[ABOUT THIS EXERCISE]
Needed from the data below: all lines that contain the word "leave".
________________________________________
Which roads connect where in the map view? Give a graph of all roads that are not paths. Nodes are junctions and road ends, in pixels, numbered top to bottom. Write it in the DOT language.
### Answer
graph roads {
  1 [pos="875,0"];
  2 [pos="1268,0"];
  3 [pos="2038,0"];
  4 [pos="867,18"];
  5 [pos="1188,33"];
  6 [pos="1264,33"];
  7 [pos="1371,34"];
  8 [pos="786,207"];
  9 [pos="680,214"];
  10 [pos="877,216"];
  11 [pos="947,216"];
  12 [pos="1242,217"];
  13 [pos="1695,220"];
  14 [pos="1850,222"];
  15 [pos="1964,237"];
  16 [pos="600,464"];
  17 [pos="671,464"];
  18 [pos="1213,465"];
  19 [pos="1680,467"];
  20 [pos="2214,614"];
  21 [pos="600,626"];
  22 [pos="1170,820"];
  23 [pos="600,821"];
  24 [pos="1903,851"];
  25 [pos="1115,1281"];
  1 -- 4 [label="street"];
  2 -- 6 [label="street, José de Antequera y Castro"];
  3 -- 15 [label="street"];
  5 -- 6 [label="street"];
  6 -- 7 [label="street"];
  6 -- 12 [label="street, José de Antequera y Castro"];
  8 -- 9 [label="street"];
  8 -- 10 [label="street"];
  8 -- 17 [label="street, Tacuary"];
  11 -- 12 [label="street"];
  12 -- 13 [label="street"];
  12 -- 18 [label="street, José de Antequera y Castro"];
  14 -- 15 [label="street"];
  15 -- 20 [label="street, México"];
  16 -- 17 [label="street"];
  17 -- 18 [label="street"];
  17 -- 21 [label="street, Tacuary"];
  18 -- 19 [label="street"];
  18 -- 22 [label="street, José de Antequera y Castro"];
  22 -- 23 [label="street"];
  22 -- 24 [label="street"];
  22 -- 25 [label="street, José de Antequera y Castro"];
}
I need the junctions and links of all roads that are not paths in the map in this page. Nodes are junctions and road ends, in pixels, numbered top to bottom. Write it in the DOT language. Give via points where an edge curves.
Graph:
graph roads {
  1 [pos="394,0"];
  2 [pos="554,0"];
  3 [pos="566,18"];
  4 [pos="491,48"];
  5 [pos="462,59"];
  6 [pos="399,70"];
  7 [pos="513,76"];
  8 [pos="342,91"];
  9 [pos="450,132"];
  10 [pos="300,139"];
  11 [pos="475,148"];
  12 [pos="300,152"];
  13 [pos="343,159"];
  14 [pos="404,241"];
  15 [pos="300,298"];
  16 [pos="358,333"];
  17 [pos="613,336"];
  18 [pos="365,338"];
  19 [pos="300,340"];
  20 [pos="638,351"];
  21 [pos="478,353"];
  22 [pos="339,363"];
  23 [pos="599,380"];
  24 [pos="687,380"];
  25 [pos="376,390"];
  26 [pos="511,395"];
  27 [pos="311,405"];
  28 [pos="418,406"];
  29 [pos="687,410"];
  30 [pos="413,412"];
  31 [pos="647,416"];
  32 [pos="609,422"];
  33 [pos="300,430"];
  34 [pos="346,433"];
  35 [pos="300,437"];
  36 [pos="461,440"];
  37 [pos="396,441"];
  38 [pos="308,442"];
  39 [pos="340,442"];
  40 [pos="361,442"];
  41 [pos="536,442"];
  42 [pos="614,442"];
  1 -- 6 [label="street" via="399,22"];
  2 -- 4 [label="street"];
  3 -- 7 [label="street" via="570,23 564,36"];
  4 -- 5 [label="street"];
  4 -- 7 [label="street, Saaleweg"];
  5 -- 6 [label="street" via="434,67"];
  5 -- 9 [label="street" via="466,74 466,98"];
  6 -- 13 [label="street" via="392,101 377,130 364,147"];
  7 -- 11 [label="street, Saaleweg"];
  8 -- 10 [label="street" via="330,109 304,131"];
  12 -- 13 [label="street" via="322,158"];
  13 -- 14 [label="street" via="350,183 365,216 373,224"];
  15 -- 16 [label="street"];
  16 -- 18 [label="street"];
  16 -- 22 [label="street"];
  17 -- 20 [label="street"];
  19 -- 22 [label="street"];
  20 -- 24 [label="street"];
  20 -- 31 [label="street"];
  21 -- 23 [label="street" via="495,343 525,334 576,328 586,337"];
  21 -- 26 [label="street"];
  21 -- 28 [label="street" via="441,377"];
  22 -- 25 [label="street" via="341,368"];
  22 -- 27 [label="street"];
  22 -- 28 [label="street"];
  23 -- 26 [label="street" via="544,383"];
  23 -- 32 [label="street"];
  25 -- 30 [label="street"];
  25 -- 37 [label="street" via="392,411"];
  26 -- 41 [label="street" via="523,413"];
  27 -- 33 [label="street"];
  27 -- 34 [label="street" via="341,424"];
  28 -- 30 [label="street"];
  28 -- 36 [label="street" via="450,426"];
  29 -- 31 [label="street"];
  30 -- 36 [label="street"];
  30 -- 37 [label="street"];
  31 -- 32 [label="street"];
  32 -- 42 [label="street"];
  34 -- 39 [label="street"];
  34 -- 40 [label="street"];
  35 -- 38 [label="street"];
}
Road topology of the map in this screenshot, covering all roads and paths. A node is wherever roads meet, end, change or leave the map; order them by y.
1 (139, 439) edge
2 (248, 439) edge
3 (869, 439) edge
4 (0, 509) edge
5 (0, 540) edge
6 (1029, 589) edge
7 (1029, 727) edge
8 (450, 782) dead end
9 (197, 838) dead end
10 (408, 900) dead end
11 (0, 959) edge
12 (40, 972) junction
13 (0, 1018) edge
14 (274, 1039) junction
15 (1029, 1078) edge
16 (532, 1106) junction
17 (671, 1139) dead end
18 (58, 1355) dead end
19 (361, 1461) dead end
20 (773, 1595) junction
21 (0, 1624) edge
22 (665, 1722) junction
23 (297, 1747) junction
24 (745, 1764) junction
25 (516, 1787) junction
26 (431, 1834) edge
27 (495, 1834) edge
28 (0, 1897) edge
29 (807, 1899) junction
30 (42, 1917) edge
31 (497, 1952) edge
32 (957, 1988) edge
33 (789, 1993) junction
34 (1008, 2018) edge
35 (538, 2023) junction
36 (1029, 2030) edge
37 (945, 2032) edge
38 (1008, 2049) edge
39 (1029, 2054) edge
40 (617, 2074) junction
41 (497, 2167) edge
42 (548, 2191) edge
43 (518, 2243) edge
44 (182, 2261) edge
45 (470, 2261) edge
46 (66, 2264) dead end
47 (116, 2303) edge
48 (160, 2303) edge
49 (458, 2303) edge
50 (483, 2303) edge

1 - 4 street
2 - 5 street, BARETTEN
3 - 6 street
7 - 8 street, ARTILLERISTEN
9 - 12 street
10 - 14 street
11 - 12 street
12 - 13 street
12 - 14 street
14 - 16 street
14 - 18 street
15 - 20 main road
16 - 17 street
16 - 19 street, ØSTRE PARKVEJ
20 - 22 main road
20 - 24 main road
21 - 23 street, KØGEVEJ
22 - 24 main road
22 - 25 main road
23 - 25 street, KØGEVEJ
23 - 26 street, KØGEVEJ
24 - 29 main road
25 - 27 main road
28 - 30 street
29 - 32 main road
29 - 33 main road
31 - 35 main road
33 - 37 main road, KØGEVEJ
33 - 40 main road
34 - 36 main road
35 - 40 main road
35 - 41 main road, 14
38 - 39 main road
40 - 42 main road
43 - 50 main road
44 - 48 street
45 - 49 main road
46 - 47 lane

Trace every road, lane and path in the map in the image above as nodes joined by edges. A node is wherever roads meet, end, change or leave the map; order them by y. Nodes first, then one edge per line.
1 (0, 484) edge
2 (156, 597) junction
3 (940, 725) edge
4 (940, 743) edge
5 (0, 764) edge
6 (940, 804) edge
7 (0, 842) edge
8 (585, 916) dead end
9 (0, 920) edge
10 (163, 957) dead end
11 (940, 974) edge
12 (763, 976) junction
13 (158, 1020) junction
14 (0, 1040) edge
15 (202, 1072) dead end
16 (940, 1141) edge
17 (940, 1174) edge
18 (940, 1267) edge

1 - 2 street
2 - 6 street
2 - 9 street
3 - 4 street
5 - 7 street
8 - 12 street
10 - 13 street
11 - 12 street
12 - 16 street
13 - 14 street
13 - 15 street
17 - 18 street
________________________________________
[TASK SOLUTION]
Road topology of the map in this screenshot, covering all roads and paths. A node is wherever roads meet, end, change or leave the map; order them by y.
Trace every road, lane and path in the map in the image above as nodes joined by edges. A node is wherever roads meet, end, change or leave the map; order them by y. Nodes first, then one edge per line.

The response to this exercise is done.